We shall not deal herein with the liability of a hospital for giving notice or causing notice to be given of a patient's death, when in fact the patient had not died. However, see the annotation on that subject in 77 ALR 3d 501. It does point up the legal responsibility for giving an erroneous notification of death; and it indeed highlights the practical necessity for leaving the determination of death to the attending physician or surgeon, or other physician using accepted medical practice.
CONCLUSION
It is our opinion as follows:
(1) The matter of the criteria for determining "death" occurring in a hospital is a definitional void. The Kentucky statutes do not define "death". The judicial definition is non-existent, except for two Kentucky cases. In the case of M'Daniel's Will, 2 J.J. Marshall (1829) 331, 338, the court wrote that "The destruction of the senses is death." There M'Daniel acknowledged his will while suffering from a paralytic stroke.
In Gugel's Adm'r v. Orth's Ex'r, 314 Ky. 591, 236 S.W.2d 460 (1951), in a mutual wills case, the court noted that physicians testifying in the case established the point that "A person is dead at the moment heart action, respiration and action of the central nervous system jointly cease." In the companion case of Gray v. Sawyer, Ky., 247 S.W.2d 496 (1952), involving the Gugel deaths, the doctors told the court that a body is not dead so long as there is a heart beat and that may be evidenced by the gushing of blood in spurts. The court wrote: "This is so though the brain may have quit functioning. " However, none of the Kentucky cases stand on the premise that the court made deliberate and analytic holdings as to the definition of death. Thus we have no clear view precisely of how the Kentucky courts would define death under this definitional void. In the meantime, licensed Kentucky medical doctors will necessarily use those death criteria considered to be authorized under accepted medical practice in Kentucky.
(2) There is no Kentucky statutory or judicial treatment of the matter of who pronounces death in a Kentucky hospital. However, cases in other jurisdictions suggest that historically the pronouncement of death, just as is true in the performing of medical evaluation, diagnosis and treatment of patients in a hospital, is a part and parcel of the usual and accepted medical practice of physicians and surgeons. See KRS 311.550(8) (practice of medicine). See also KRS 311.597, relating to medical ethics on the part of licensed physicians and surgeons.

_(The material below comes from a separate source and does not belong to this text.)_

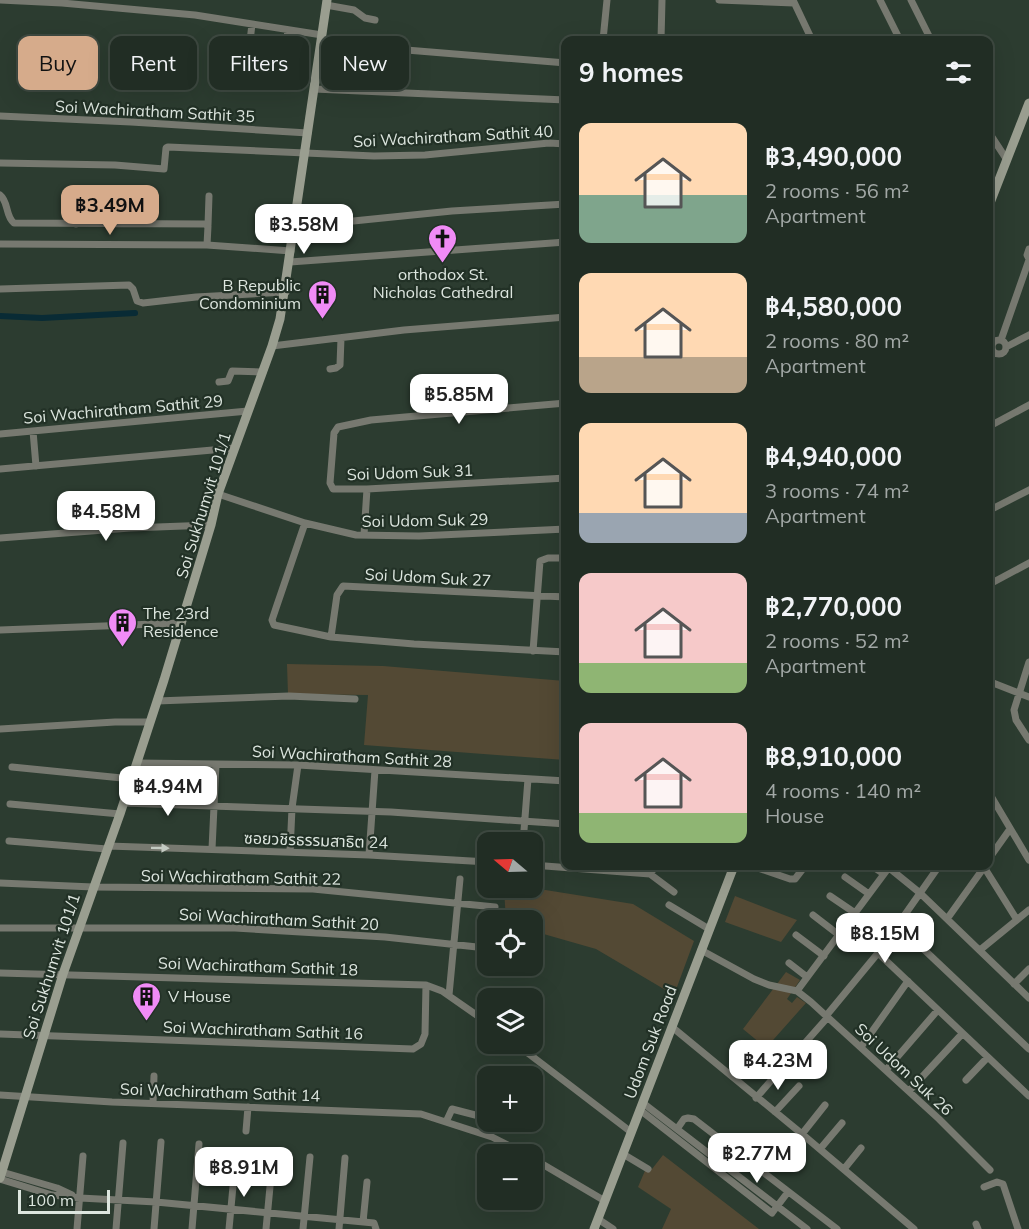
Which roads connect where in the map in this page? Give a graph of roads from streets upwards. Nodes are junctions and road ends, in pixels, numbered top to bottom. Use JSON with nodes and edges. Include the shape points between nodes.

In this statutory and judicial void, the conservative practice, until the legislature or courts intervene, would be that the pronouncement of death should be the responsibility of the physician or surgeon last in attendance upon the deceased (this could include a hospital emergency room physician, where he is last in attendance upon the deceased or some other licensed physician present in the hospital who can evaluate the death of the patient) . Such a physician or surgeon, as we understand usual medical practice, is the only one authorized to take the first action, as relates to the patient or patient's body, inconsistent with life (removal of life supports, etc.). See also 201 KAR 9:015 (professional and ethical conduct of physicians).
(3) The statutory treatment of the issuance of death certificates indicates that the General Assembly had in mind the issuance by the physician last in attendance upon the deceased, i.e., where no coroner's case is involved. It seems quite logical to reason that the physician who is qualified under the statutes to issue the death certificate is the physician who could beforehand make the pronouncement of death prior to such issuance of the death certificate.